Pulmonary hypertension associated with bronchopulmonary dysplasia in preterm infants.

Autor: Bui CB; Ritchie Centre, Hudson Institute of Medical Research, Clayton, Victoria, Australia; Department of Paediatrics, Monash University, Melbourne, Victoria, Australia., Pang MA; Ritchie Centre, Hudson Institute of Medical Research, Clayton, Victoria, Australia; Department of Paediatrics, Monash University, Melbourne, Victoria, Australia., Sehgal A; Department of Paediatrics, Monash University, Melbourne, Victoria, Australia; Monash Newborn, Monash Health, Clayton, Victoria, Australia., Theda C; The Royal Women's Hospital, Melbourne, Victoria, Australia., Lao JC; Ritchie Centre, Hudson Institute of Medical Research, Clayton, Victoria, Australia; Department of Paediatrics, Monash University, Melbourne, Victoria, Australia., Berger PJ; Ritchie Centre, Hudson Institute of Medical Research, Clayton, Victoria, Australia; Department of Paediatrics, Monash University, Melbourne, Victoria, Australia., Nold MF; Ritchie Centre, Hudson Institute of Medical Research, Clayton, Victoria, Australia; Department of Paediatrics, Monash University, Melbourne, Victoria, Australia; Monash Newborn, Monash Health, Clayton, Victoria, Australia., Nold-Petry CA; Ritchie Centre, Hudson Institute of Medical Research, Clayton, Victoria, Australia; Department of Paediatrics, Monash University, Melbourne, Victoria, Australia. Electronic address: claudia.nold@hudson.org.au.
Jazyk: angličtina
Zdroj: Journal of reproductive immunology [J Reprod Immunol] 2017 Nov; Vol. 124, pp. 21-29. Date of Electronic Publication: 2017 Oct 02.

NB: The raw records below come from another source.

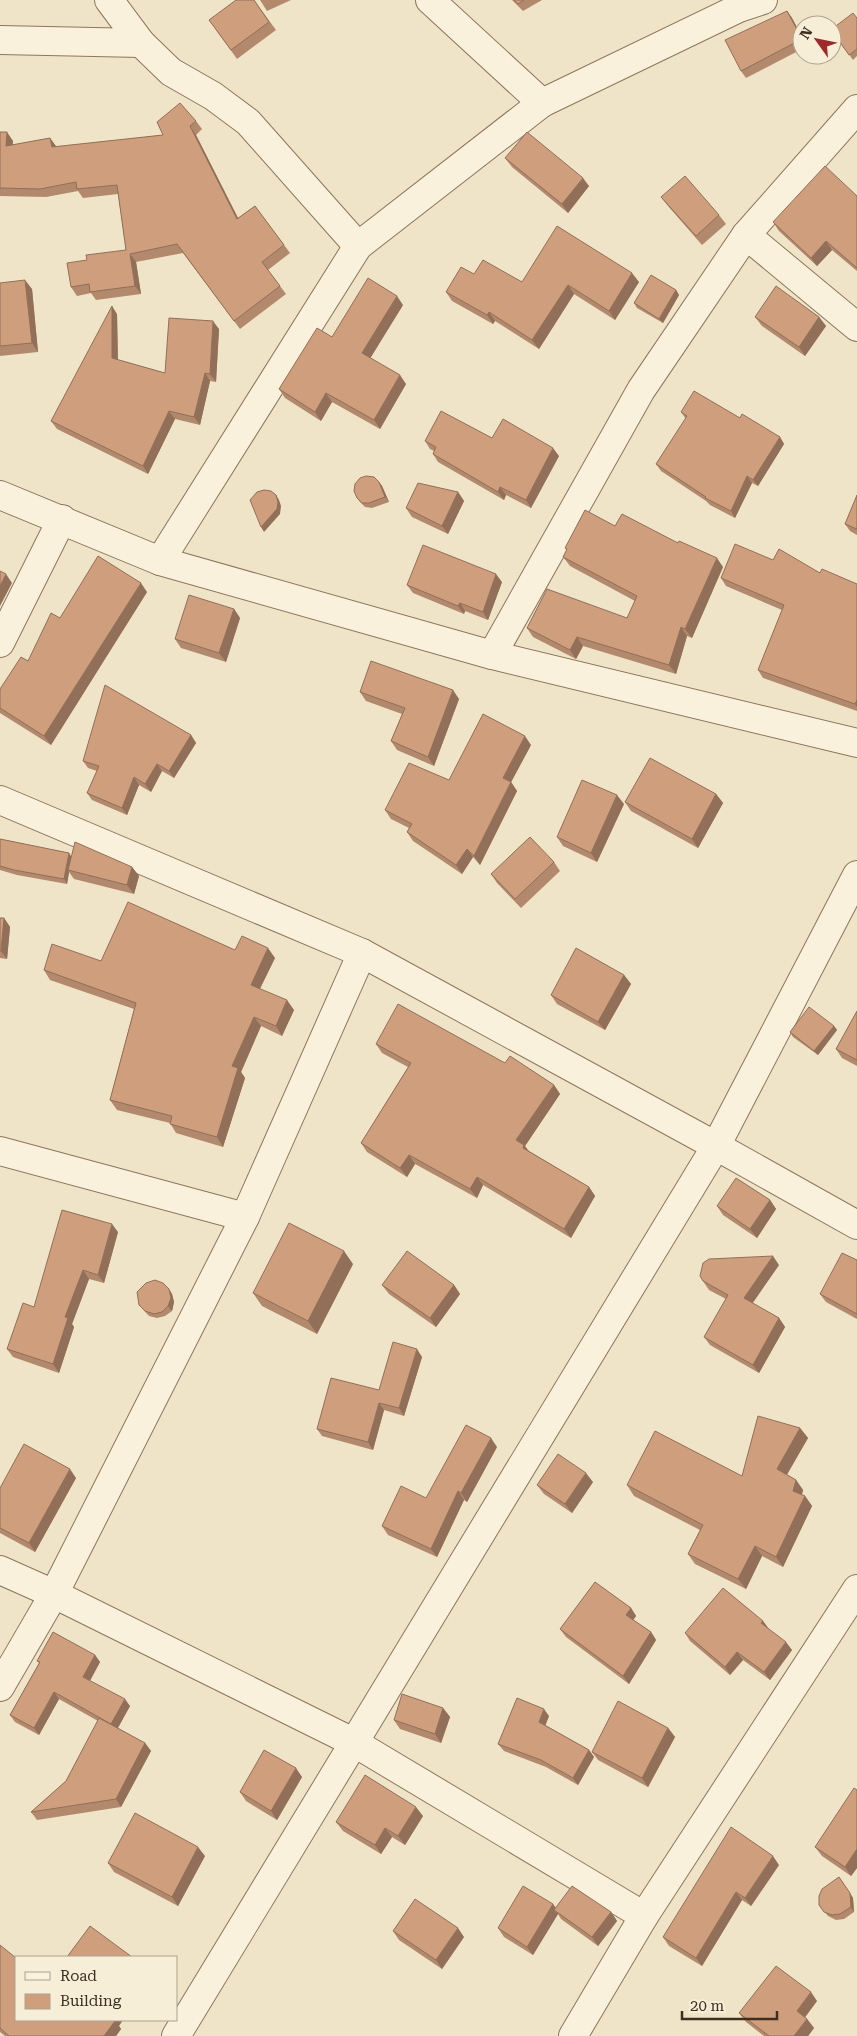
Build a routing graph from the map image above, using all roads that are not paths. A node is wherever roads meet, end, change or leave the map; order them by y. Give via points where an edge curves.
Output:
1 (109, 0) edge
2 (430, 0) edge
3 (746, 3) edge
4 (0, 40) edge
5 (141, 43) junction
6 (542, 103) junction
7 (857, 109) edge
8 (746, 235) junction
9 (358, 246) junction
10 (857, 327) edge
11 (0, 495) edge
12 (62, 520) junction
13 (160, 561) junction
14 (0, 643) edge
15 (492, 655) junction
16 (857, 743) edge
17 (0, 800) edge
18 (857, 875) edge
19 (362, 953) junction
20 (716, 1146) junction
21 (0, 1151) edge
22 (245, 1217) junction
23 (857, 1225) edge
24 (0, 1570) edge
25 (857, 1589) edge
26 (54, 1594) junction
27 (0, 1687) edge
28 (354, 1742) junction
29 (644, 1916) junction
30 (176, 2036) edge
31 (573, 2036) edge

1 - 5 street
2 - 6 street
3 - 6 street
4 - 5 street
5 - 9 street via 171,72 214,96 248,122
6 - 9 street
7 - 8 street
8 - 10 street
8 - 15 street via 641,390
9 - 13 street
11 - 12 street
12 - 13 street
12 - 14 street
13 - 15 street
15 - 16 street
17 - 19 street
18 - 20 street
19 - 20 street
19 - 22 street
20 - 23 street
20 - 28 street
21 - 22 street
22 - 26 street
24 - 26 street
25 - 29 street
26 - 27 street
26 - 28 street
28 - 29 street
28 - 30 street
29 - 31 street

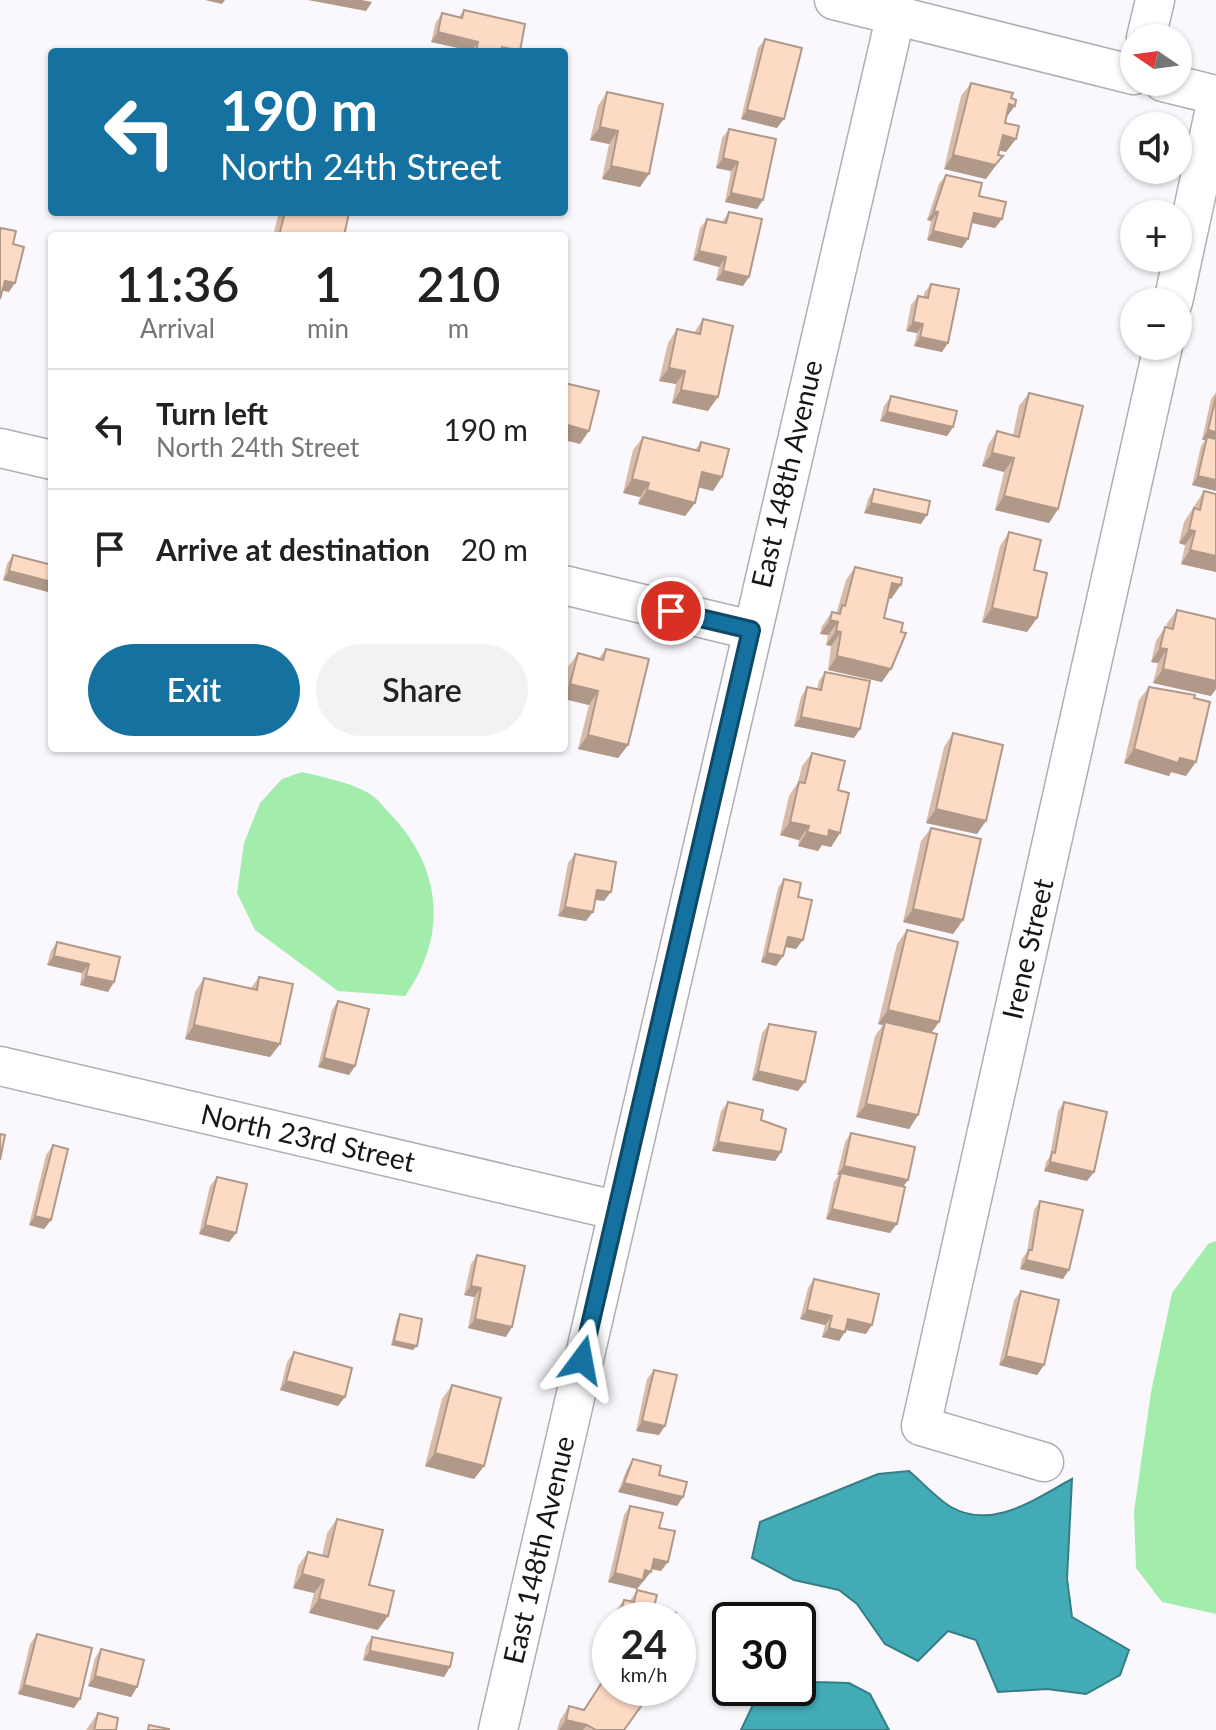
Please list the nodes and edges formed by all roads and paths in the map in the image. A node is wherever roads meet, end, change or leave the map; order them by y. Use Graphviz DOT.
graph roads {
  1 [pos="834,0"];
  2 [pos="1155,0"];
  3 [pos="896,14"];
  4 [pos="1149,24"];
  5 [pos="1120,71"];
  6 [pos="1192,89"];
  7 [pos="1216,95"];
  8 [pos="1216,104"];
  9 [pos="1176,288"];
  10 [pos="1160,360"];
  11 [pos="0,448"];
  12 [pos="48,459"];
  13 [pos="568,586"];
  14 [pos="751,630"];
  15 [pos="0,1066"];
  16 [pos="615,1210"];
  17 [pos="1044,1462"];
  18 [pos="498,1730"];
  1 -- 3 [label="street"];
  2 -- 4 [label="street"];
  3 -- 5 [label="street"];
  3 -- 14 [label="street, East 148th Avenue"];
  6 -- 7 [label="street"];
  8 -- 9 [label="street"];
  10 -- 17 [label="street, Irene Street"];
  11 -- 12 [label="street"];
  13 -- 14 [label="street"];
  14 -- 16 [label="street, East 148th Avenue"];
  15 -- 16 [label="street, North 23rd Street"];
  16 -- 18 [label="street, East 148th Avenue"];
}
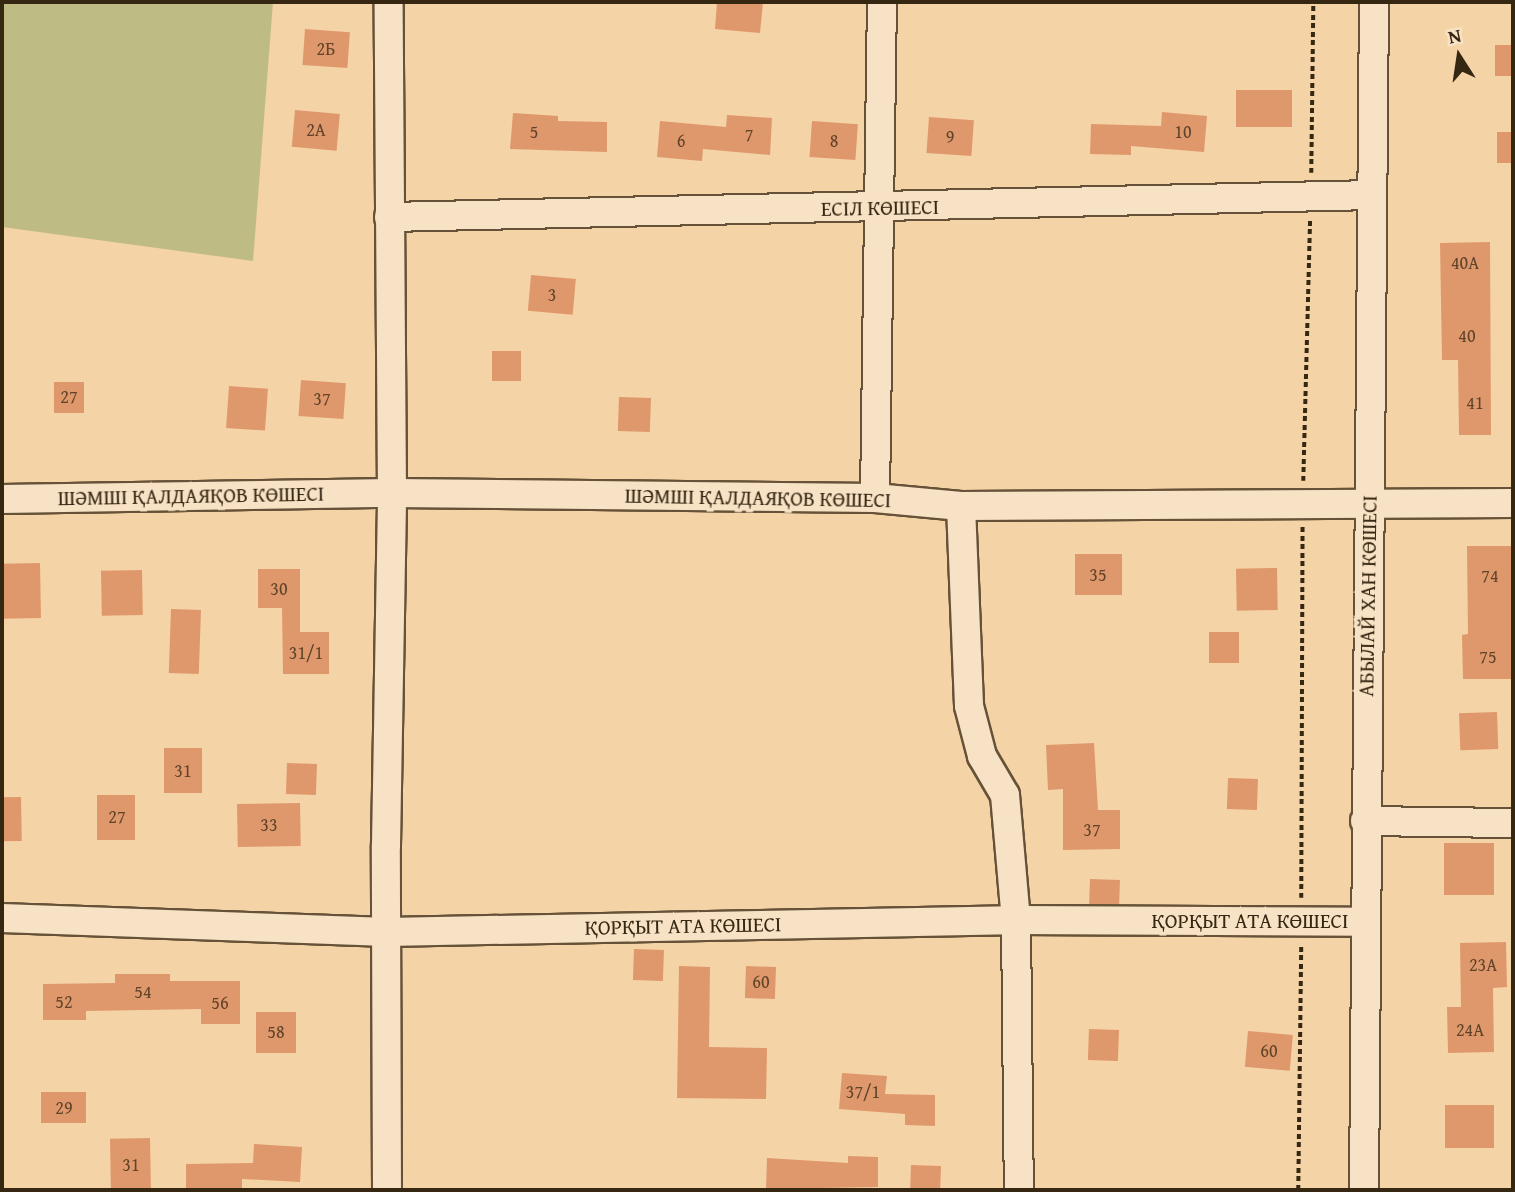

DOI: 10.1016/j.jri.2017.09.013
Abstrakt: Bronchopulmonary dysplasia (BPD) and BPD-associated pulmonary hypertension (BPD-PH) are chronic inflammatory cardiopulmonary diseases with devastating short- and long-term consequences for infants born prematurely. The immature lungs of preterm infants are ill-prepared to achieve sufficient gas exchange, thus usually necessitating immediate commencement of respiratory support and oxygen supplementation. These therapies are life-saving, but they exacerbate the tissue damage that is inevitably inflicted on a preterm lung forced to perform gas exchange. Together, air-breathing and necessary therapeutic interventions disrupt normal lung development by aggravating pulmonary inflammation and vascular remodelling, thus frequently precipitating BPD and PH via an incompletely understood pathogenic cascade. BPD and BPD-PH share common risk factors, such as low gestational age at birth, fetal growth restriction and perinatal maternal inflammation; however, these risk factors are not unique to BPD or BPD-PH. Occurring in 17-24% of BPD patients, BPD-PH substantially worsens the morbidity and mortality attributable to BPD alone, thus darkening their outlook; for example, BPD-PH entails a mortality of up to 50%. The absence of a safe and effective therapy for BPD and BPD-PH renders neonatal cardiopulmonary disease an area of urgent unmet medical need. Besides the need to develop new therapeutic strategies, a major challenge for clinicians is the lack of a reliable method for identifying babies at risk of developing BPD and BPD-PH. In addition to discussing current knowledge on pathophysiology, diagnosis and treatment of BPD-PH, we highlight emerging biomarkers that could enable clinicians to predict disease-risk and also optimise treatment of BPD-PH in our tiniest patients.